Problem:
Exact transcript, pictures excluded: write out every record below.

Items listed in a dataset:
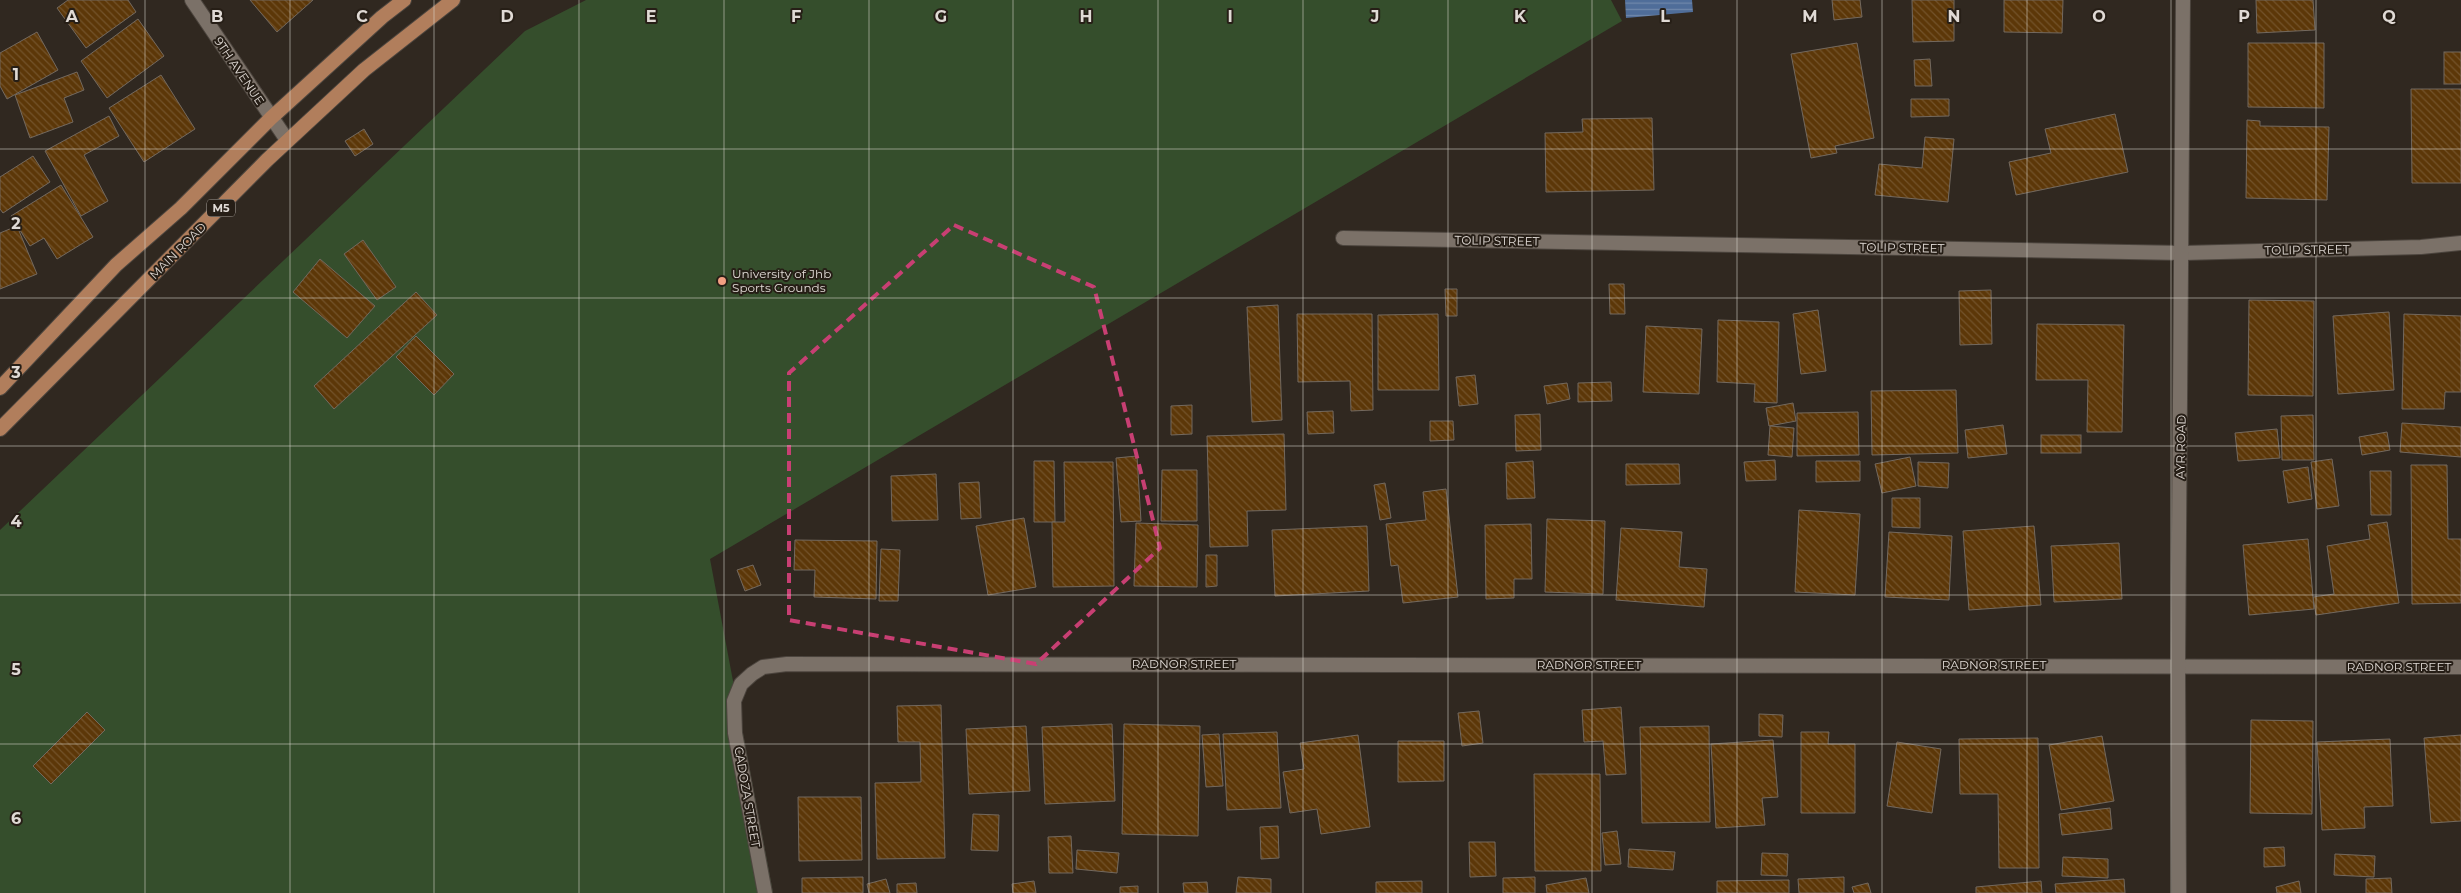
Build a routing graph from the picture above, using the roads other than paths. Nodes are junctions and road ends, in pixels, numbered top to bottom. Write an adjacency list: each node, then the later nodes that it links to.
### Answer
1 (192, 0): 5 (street, 9TH AVENUE)
2 (404, 0): 5 (main road, M5)
3 (453, 0): 6 (main road, MAIN ROAD / M5)
4 (2183, 0): 9 (street, AYR ROAD)
5 (271, 118): 6 (street, 9TH AVENUE); 10 (main road, M5)
6 (288, 140): 11 (main road, MAIN ROAD / M5)
7 (1343, 238): 9 (street, TOLIP STREET)
8 (2461, 243): 9 (street, TOLIP STREET)
9 (2183, 253): 12 (street, AYR ROAD)
10 (0, 388)
11 (0, 430)
12 (2178, 666): 13 (street, RADNOR STREET); 14 (street, RADNOR STREET); 16 (street, AYR ROAD)
13 (2461, 667)
14 (734, 701): 15 (street, CADOZA STREET)
15 (765, 893)
16 (2179, 893)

Reply:
Build a routing graph from the picture above, using the roads other than paths. Nodes are junctions and road ends, in pixels, numbered top to bottom. Write an adjacency list: each node, then the later nodes that it links to.
### Answer
1 (192, 0): 5 (street, 9TH AVENUE)
2 (404, 0): 5 (main road, M5)
3 (453, 0): 6 (main road, MAIN ROAD / M5)
4 (2183, 0): 9 (street, AYR ROAD)
5 (271, 118): 6 (street, 9TH AVENUE); 10 (main road, M5)
6 (288, 140): 11 (main road, MAIN ROAD / M5)
7 (1343, 238): 9 (street, TOLIP STREET)
8 (2461, 243): 9 (street, TOLIP STREET)
9 (2183, 253): 12 (street, AYR ROAD)
10 (0, 388)
11 (0, 430)
12 (2178, 666): 13 (street, RADNOR STREET); 14 (street, RADNOR STREET); 16 (street, AYR ROAD)
13 (2461, 667)
14 (734, 701): 15 (street, CADOZA STREET)
15 (765, 893)
16 (2179, 893)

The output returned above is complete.